ACTIVITY » Going through the data below, copy out each line where the word "Фестивальная" shows up.
SUPPLIED DATA Block Start
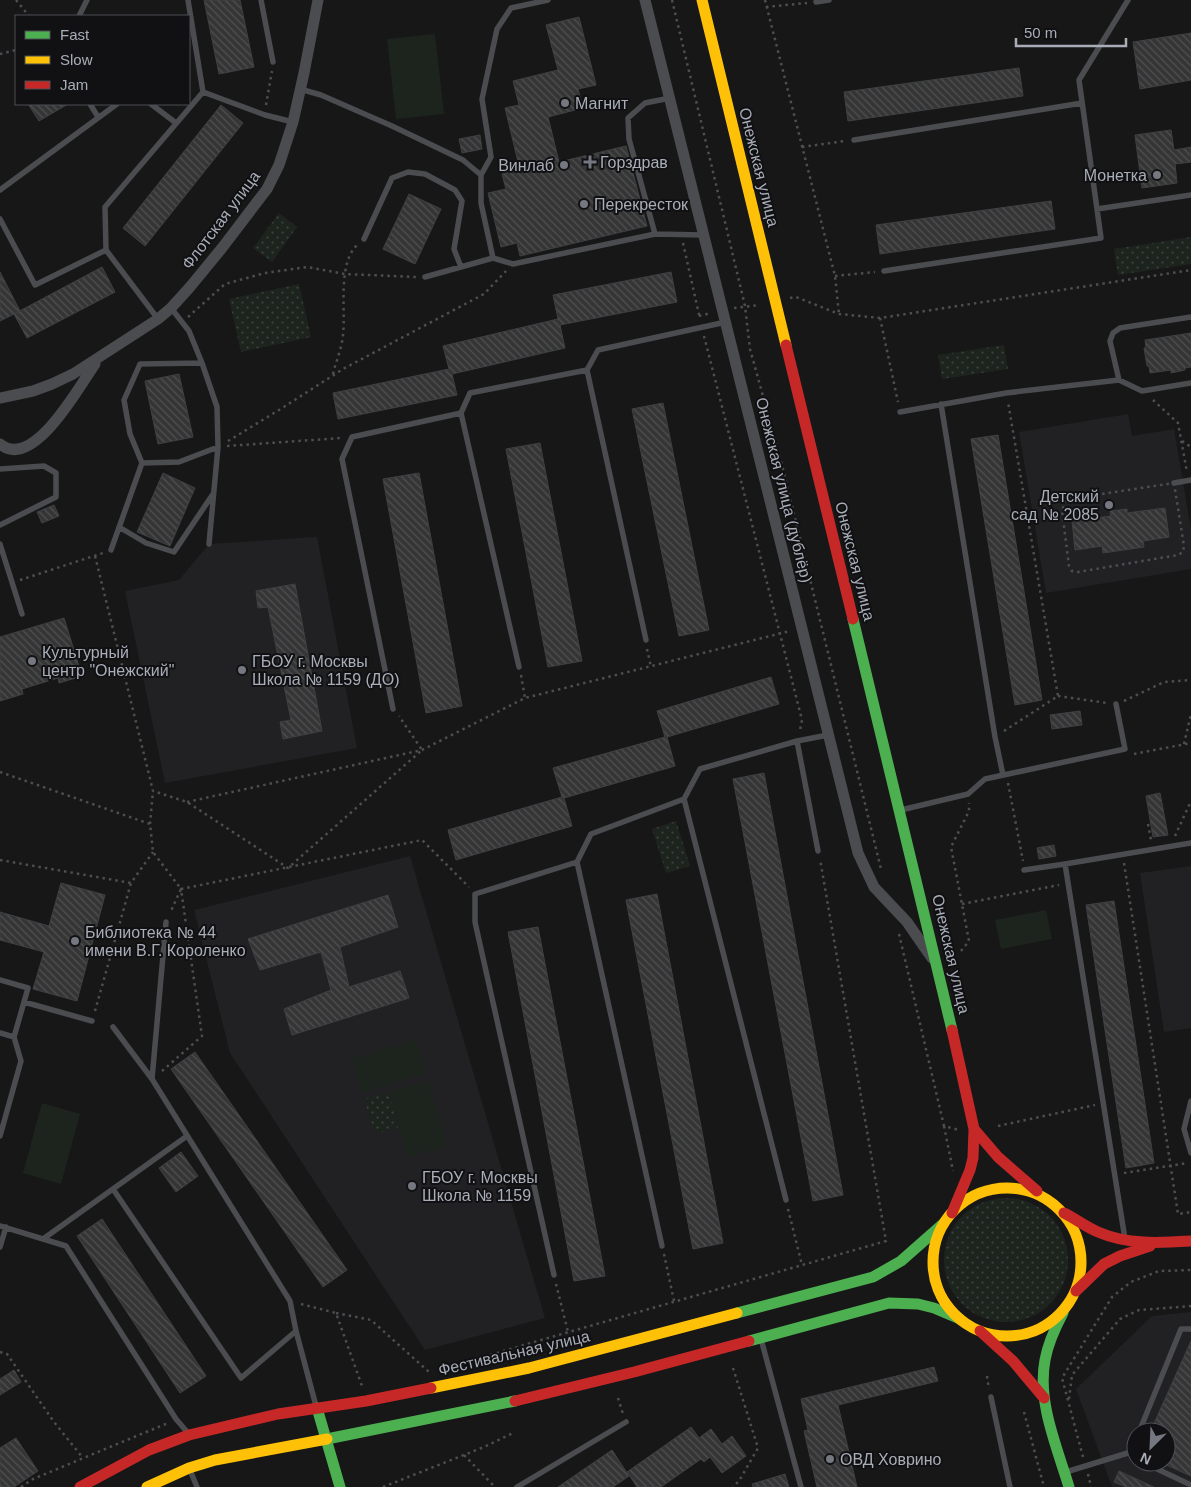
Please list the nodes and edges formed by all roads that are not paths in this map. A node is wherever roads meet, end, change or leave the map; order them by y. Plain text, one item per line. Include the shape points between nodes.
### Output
1 (87, 0) edge
2 (188, 0) edge
3 (261, 0) edge
4 (318, 0) edge
5 (548, 0) edge
6 (645, 0) edge
7 (702, 0) edge
8 (829, 0) edge
9 (1128, 0) edge
10 (816, 2) road end
11 (80, 15) edge
12 (273, 62) road end
13 (300, 89) junction
14 (203, 92) junction
15 (671, 98) junction
16 (1082, 103) junction
17 (91, 105) edge
18 (116, 105) edge
19 (152, 105) edge
20 (98, 117) junction
21 (292, 122) junction
22 (176, 123) junction
23 (854, 140) road end
24 (481, 175) junction
25 (0, 190) edge
26 (1191, 195) edge
27 (1097, 209) junction
28 (0, 219) edge
29 (655, 234) junction
30 (704, 235) junction
31 (364, 239) road end
32 (106, 250) junction
33 (493, 258) junction
34 (461, 267) junction
35 (884, 271) road end
36 (425, 277) road end
37 (171, 308) junction
38 (1191, 317) edge
39 (158, 319) junction
40 (726, 322) junction
41 (99, 358) junction
42 (202, 363) junction
43 (587, 370) junction
44 (1119, 380) junction
45 (1191, 383) edge
46 (0, 398) edge
47 (941, 404) junction
48 (900, 412) road end
49 (461, 413) junction
50 (0, 444) edge
51 (218, 447) junction
52 (142, 463) junction
53 (0, 469) edge
54 (1190, 480) edge
55 (1174, 483) road end
56 (214, 492) junction
57 (0, 524) edge
58 (119, 527) junction
59 (0, 544) edge
60 (209, 544) dead end
61 (111, 550) road end
62 (22, 614) dead end
63 (646, 640) road end
64 (519, 667) road end
65 (1116, 704) road end
66 (394, 709) road end
67 (828, 734) junction
68 (797, 741) junction
69 (1006, 777) junction
70 (684, 799) junction
71 (899, 810) junction
72 (1191, 844) edge
73 (818, 851) road end
74 (577, 862) junction
75 (1065, 864) junction
76 (1024, 870) road end
77 (166, 922) road end
78 (937, 965) junction
79 (0, 980) edge
80 (24, 1002) junction
81 (92, 1021) road end
82 (113, 1027) dead end
83 (0, 1033) edge
84 (14, 1036) junction
85 (152, 1079) junction
86 (1191, 1101) edge
87 (974, 1129) junction
88 (0, 1136) edge
89 (187, 1136) junction
90 (1191, 1153) edge
91 (113, 1189) junction
92 (1043, 1196) junction
93 (786, 1200) road end
94 (1062, 1212) junction
95 (952, 1213) junction
96 (944, 1224) junction
97 (3, 1226) edge
98 (43, 1239) junction
99 (1191, 1241) edge
100 (1126, 1242) junction
101 (1158, 1243) junction
102 (662, 1246) road end
103 (0, 1247) edge
104 (554, 1275) road end
105 (1074, 1293) junction
106 (1066, 1307) junction
107 (960, 1319) junction
108 (1191, 1329) edge
109 (296, 1330) junction
110 (978, 1330) junction
111 (761, 1337) junction
112 (991, 1397) dead end
113 (1045, 1399) junction
114 (317, 1408) junction
115 (626, 1422) road end
116 (1143, 1422) edge
117 (189, 1435) junction
118 (327, 1439) junction
119 (1126, 1456) edge
120 (189, 1468) junction
121 (1065, 1472) junction
122 (1163, 1472) edge
123 (1191, 1485) edge
124 (80, 1487) edge
125 (147, 1487) edge
126 (197, 1487) edge
127 (340, 1487) edge
128 (517, 1487) edge
129 (801, 1487) edge
130 (1010, 1487) edge
131 (1069, 1487) edge

1 - 11 lane
2 - 14 lane
3 - 12 lane
4 - 13 street, Флотская улица
5 - 24 lane via 511,8 497,29 482,99 491,157
6 - 15 street, Онежская улица (дублёр)
7 - 71 main road, Онежская улица
8 - 10 lane
9 - 16 lane via 1079,80
13 - 21 street, Флотская улица
13 - 24 lane via 392,126 463,160
14 - 21 lane
14 - 22 lane
15 - 29 lane via 645,103 628,118 629,139
15 - 30 street, Онежская улица (дублёр)
16 - 23 lane
16 - 27 lane
17 - 20 lane
18 - 20 lane
19 - 22 lane
20 - 25 lane
21 - 37 street, Флотская улица via 268,188
22 - 32 lane via 105,207
24 - 33 lane via 481,203
26 - 27 lane
27 - 35 lane via 1101,238
28 - 32 lane via 35,285
29 - 30 lane
29 - 33 lane via 512,264
30 - 40 street, Онежская улица (дублёр)
31 - 34 lane via 392,178 408,172 425,174 455,190 462,201 454,249
32 - 39 lane
33 - 34 lane
34 - 36 lane
37 - 39 street, Флотская улица
37 - 42 lane via 189,331
38 - 44 lane via 1120,328 1113,333 1110,342
39 - 41 street, Флотская улица
40 - 43 lane via 598,350
40 - 67 street, Онежская улица (дублёр)
41 - 46 street, Флотская улица via 52,384
41 - 50 street, Флотская улица via 57,419 36,441 16,449
42 - 51 lane via 217,407
42 - 52 lane via 140,364 124,400 130,434
43 - 49 lane via 470,393
43 - 63 lane
44 - 45 lane via 1142,391
44 - 47 lane
47 - 48 lane
47 - 69 lane via 995,737
49 - 64 lane
49 - 66 lane via 352,437 342,459
51 - 52 lane via 179,462
51 - 56 lane
52 - 58 lane
53 - 57 lane via 44,466 56,473 56,497
54 - 55 lane
56 - 58 lane via 174,552 146,543
56 - 60 lane
58 - 61 lane
59 - 62 lane
65 - 69 lane via 1125,749
67 - 68 lane
67 - 78 street, Онежская улица (дублёр) via 858,853 874,887 907,922
68 - 70 lane via 700,769
68 - 73 lane
69 - 71 lane via 985,780 968,794
70 - 74 lane via 591,834
70 - 93 lane
71 - 78 main road, Онежская улица
72 - 75 lane
74 - 102 lane
74 - 104 lane via 475,894 476,922
75 - 76 lane
75 - 100 lane
77 - 85 lane
78 - 87 main road, Онежская улица
79 - 80 lane via 28,988
80 - 81 lane
80 - 84 lane
82 - 85 lane
83 - 84 lane
84 - 88 lane via 21,1061
85 - 89 lane
86 - 90 lane via 1184,1129
87 - 92 main road, Онежская улица via 998,1157
87 - 95 main road, Онежская улица via 970,1170
89 - 91 lane
89 - 109 lane via 290,1301
91 - 98 lane
91 - 109 lane via 241,1378
92 - 94 main road
92 - 95 main road via 1022,1189 994,1188 972,1196
94 - 100 main road via 1104,1235
94 - 105 main road via 1077,1236 1081,1251 1082,1265
95 - 96 main road
96 - 107 main road via 934,1256 935,1278 947,1306
96 - 114 main road, Фестивальная улица via 893,1266 870,1278 529,1368
97 - 98 lane
97 - 103 lane
98 - 117 lane via 66,1246
99 - 101 main road
100 - 101 main road
101 - 105 main road via 1104,1264
105 - 106 main road
106 - 110 main road via 1050,1322 1016,1335
106 - 113 main road via 1046,1352
107 - 110 main road
107 - 111 main road via 926,1304 907,1301 863,1309
108 - 116 lane via 1181,1330
109 - 114 lane
110 - 113 main road via 1013,1361
111 - 118 main road via 536,1397
111 - 129 lane
112 - 130 lane
113 - 121 main road
114 - 117 main road, Фестивальная улица
114 - 118 main road
115 - 128 lane
117 - 124 main road, Фестивальная улица via 149,1450
118 - 120 main road
118 - 127 main road
119 - 121 lane
120 - 125 main road
120 - 126 lane
121 - 131 main road
122 - 123 lane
SUPPLIED DATA Block End
SOLUTION TO THIS EXERCISE »
96 - 114 main road, Фестивальная улица via 893,1266 870,1278 529,1368
114 - 117 main road, Фестивальная улица
117 - 124 main road, Фестивальная улица via 149,1450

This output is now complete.